Collected data entries:

- - -

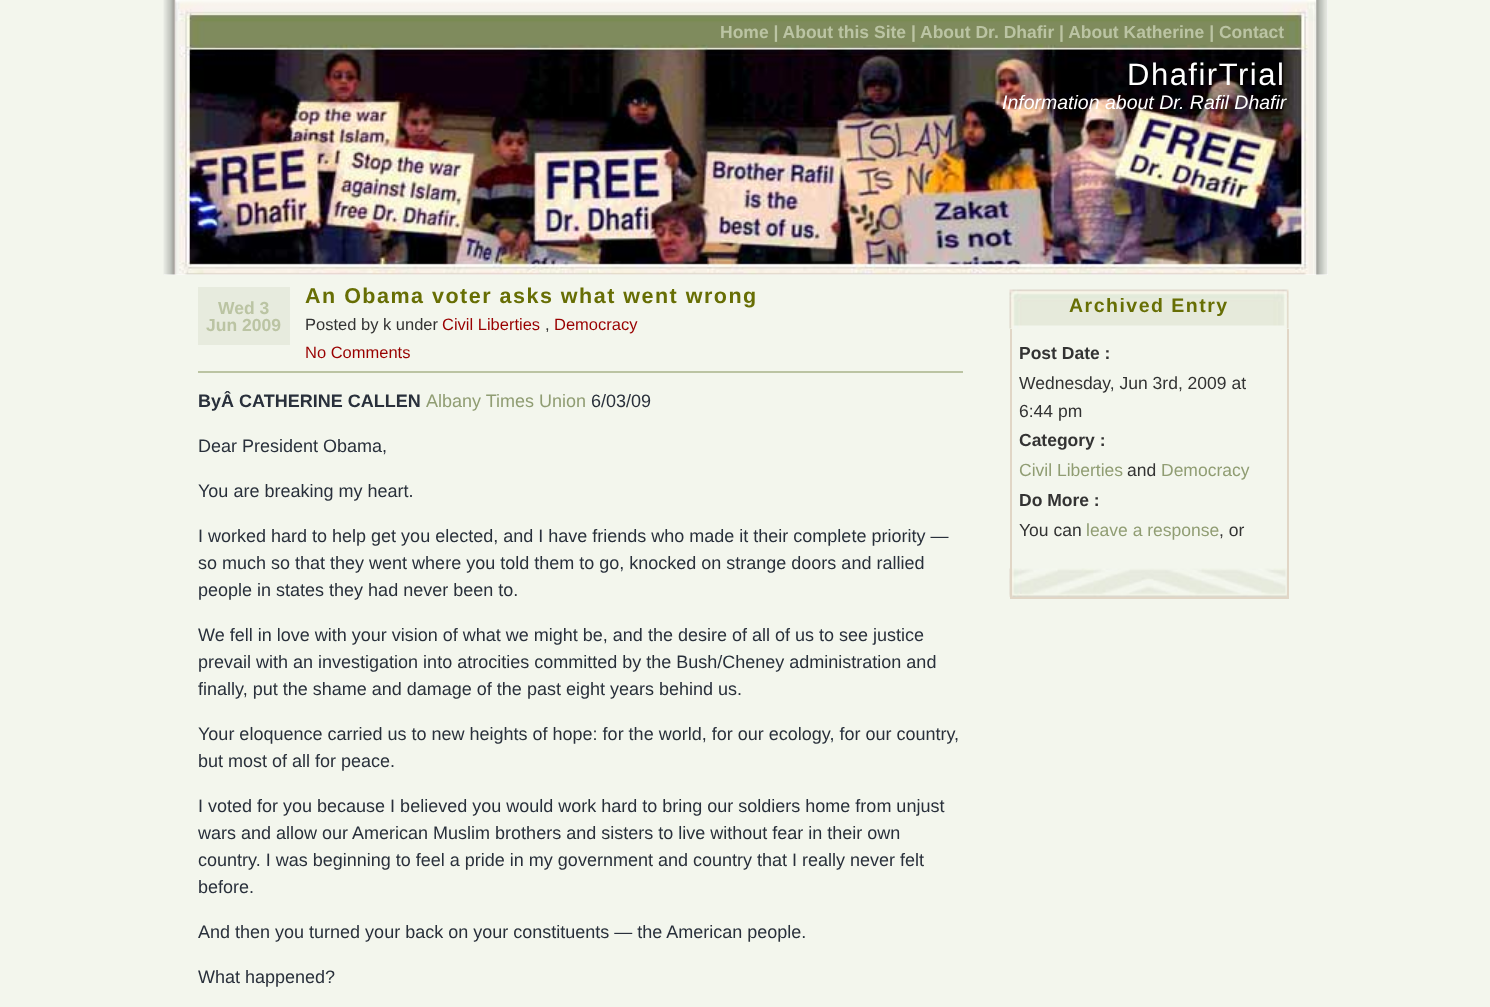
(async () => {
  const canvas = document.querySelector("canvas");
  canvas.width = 1490;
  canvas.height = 1007;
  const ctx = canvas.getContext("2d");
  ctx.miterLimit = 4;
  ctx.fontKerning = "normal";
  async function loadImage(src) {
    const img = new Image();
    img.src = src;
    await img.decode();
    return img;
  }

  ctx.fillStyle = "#f3f6ed";
  ctx.fillRect(0, 0, 1490, 1007);
  ctx.fillStyle = "#ffffff";
  ctx.fillRect(164, 0, 1164, 275);
  ctx.drawImage(await loadImage("img/1.png"), 163, 0, 1165, 275);
  ctx.fillRect(176, 0, 1140, 275);
  ctx.drawImage(await loadImage("img/2.png"), 175, 0, 1141, 275);
  ctx.fillStyle = "#e7ebde";
  ctx.fillRect(198, 287, 92, 58);
  ctx.fillStyle = "#bbc4a3";
  ctx.fillRect(198, 371, 765, 2);
  ctx.drawImage(await loadImage("img/3.png"), 1009, 289, 280, 40);
  ctx.drawImage(await loadImage("img/4.png"), 1009, 568, 278, 29);
  for (const [x, y, w, h, color] of [
    [1287, 329, 2, 270, "#e1d6c6"],
    [1010, 597, 279, 2, "#e1d6c6"],
    [1010, 329, 2, 270, "#e1d6c6"],
  ]) {
    ctx.fillStyle = color;
    ctx.fillRect(x, y, w, h);
  }
  ctx.font = "bold 17.5px Liberation Sans";
  ctx.fillStyle = "#bbc4a3";
  ctx.fillText("Home | About this Site | About Dr. Dhafir | About Katherine | Contact", 720, 38);
  ctx.letterSpacing = "1.5px";
  ctx.font = "31px Liberation Sans";
  ctx.fillStyle = "#ffffff";
  ctx.fillText("DhafirTrial", 1127, 85);
  ctx.letterSpacing = "0px";
  ctx.font = "italic 19.5px Liberation Sans";
  ctx.fillText("Information about Dr. Rafil Dhafir", 1002, 109);
  ctx.font = "bold 17.5px Liberation Sans";
  ctx.fillStyle = "#bbc4a3";
  ctx.fillText("Wed 3", 218, 314);
  ctx.fillText("Jun 2009", 206, 331);
  ctx.letterSpacing = "1.5px";
  ctx.font = "bold 21.5px Liberation Sans";
  ctx.fillStyle = "#676e04";
  ctx.fillText("An Obama voter asks what went wrong", 305, 303);
  ctx.letterSpacing = "0px";
  ctx.font = "16.5px Liberation Sans";
  ctx.fillStyle = "#333333";
  ctx.fillText("Posted by k under", 305, 330);
  ctx.fillStyle = "#990000";
  ctx.fillText("Civil Liberties", 442, 330);
  ctx.fillStyle = "#333333";
  ctx.fillText(",", 545, 330);
  ctx.fillStyle = "#990000";
  ctx.fillText("Democracy", 554, 330);
  ctx.fillText("No Comments", 305, 358);
  ctx.font = "bold 18px Liberation Sans";
  ctx.fillStyle = "#29303b";
  ctx.fillText("ByÂ CATHERINE CALLEN", 198, 407);
  ctx.font = "18px Liberation Sans";
  ctx.fillStyle = "#909d73";
  ctx.fillText("Albany Times Union", 426, 407);
  ctx.fillStyle = "#29303b";
  for (const [text, x, y] of [
    ["6/03/09", 591, 407],
    ["Dear President Obama,", 198, 452],
    ["You are breaking my heart.", 198, 497],
    ["I worked hard to help get you elected, and I have friends who made it their complete priority —", 198, 542],
    ["so much so that they went where you told them to go, knocked on strange doors and rallied", 198, 569],
    ["people in states they had never been to.", 198, 596],
    ["We fell in love with your vision of what we might be, and the desire of all of us to see justice", 198, 641],
    ["prevail with an investigation into atrocities committed by the Bush/Cheney administration and", 198, 668],
    ["finally, put the shame and damage of the past eight years behind us.", 198, 695],
    ["Your eloquence carried us to new heights of hope: for the world, for our ecology, for our country,", 198, 740],
    ["but most of all for peace.", 198, 767],
    ["I voted for you because I believed you would work hard to bring our soldiers home from unjust", 198, 812],
    ["wars and allow our American Muslim brothers and sisters to live without fear in their own", 198, 839],
    ["country. I was beginning to feel a pride in my government and country that I really never felt", 198, 866],
    ["before.", 198, 893],
    ["And then you turned your back on your constituents — the American people.", 198, 938],
    ["What happened?", 198, 983],
  ]) {
    ctx.fillText(text, x, y);
  }
  ctx.letterSpacing = "1.5px";
  ctx.font = "bold 19.5px Liberation Sans";
  ctx.fillStyle = "#676e04";
  ctx.fillText("Archived Entry", 1069, 312);
  ctx.letterSpacing = "0px";
  ctx.font = "bold 17.5px Liberation Sans";
  ctx.fillStyle = "#333333";
  ctx.fillText("Post Date :", 1019, 359);
  ctx.font = "17.5px Liberation Sans";
  ctx.fillText("Wednesday, Jun 3rd, 2009 at", 1019, 389);
  ctx.fillText("6:44 pm", 1019, 417);
  ctx.font = "bold 17.5px Liberation Sans";
  ctx.fillText("Category :", 1019, 446);
  ctx.font = "17.5px Liberation Sans";
  ctx.fillStyle = "#909d73";
  ctx.fillText("Civil Liberties", 1019, 476);
  ctx.fillStyle = "#333333";
  ctx.fillText("and", 1127, 476);
  ctx.fillStyle = "#909d73";
  ctx.fillText("Democracy", 1161, 476);
  ctx.font = "bold 17.5px Liberation Sans";
  ctx.fillStyle = "#333333";
  ctx.fillText("Do More :", 1019, 506);
  ctx.font = "17.5px Liberation Sans";
  ctx.fillText("You can", 1019, 536);
  ctx.fillStyle = "#909d73";
  ctx.fillText("leave a response", 1086, 536);
  ctx.fillStyle = "#333333";
  ctx.fillText(", or", 1219, 536);
})();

- - -

TASK OBJECTIVE:
Copy every line above that holds the word "country".

EXERCISE OUTPUT:
    ["Your eloquence carried us to new heights of hope: for the world, for our ecology, for our country,", 198, 740],
    ["country. I was beginning to feel a pride in my government and country that I really never felt", 198, 866],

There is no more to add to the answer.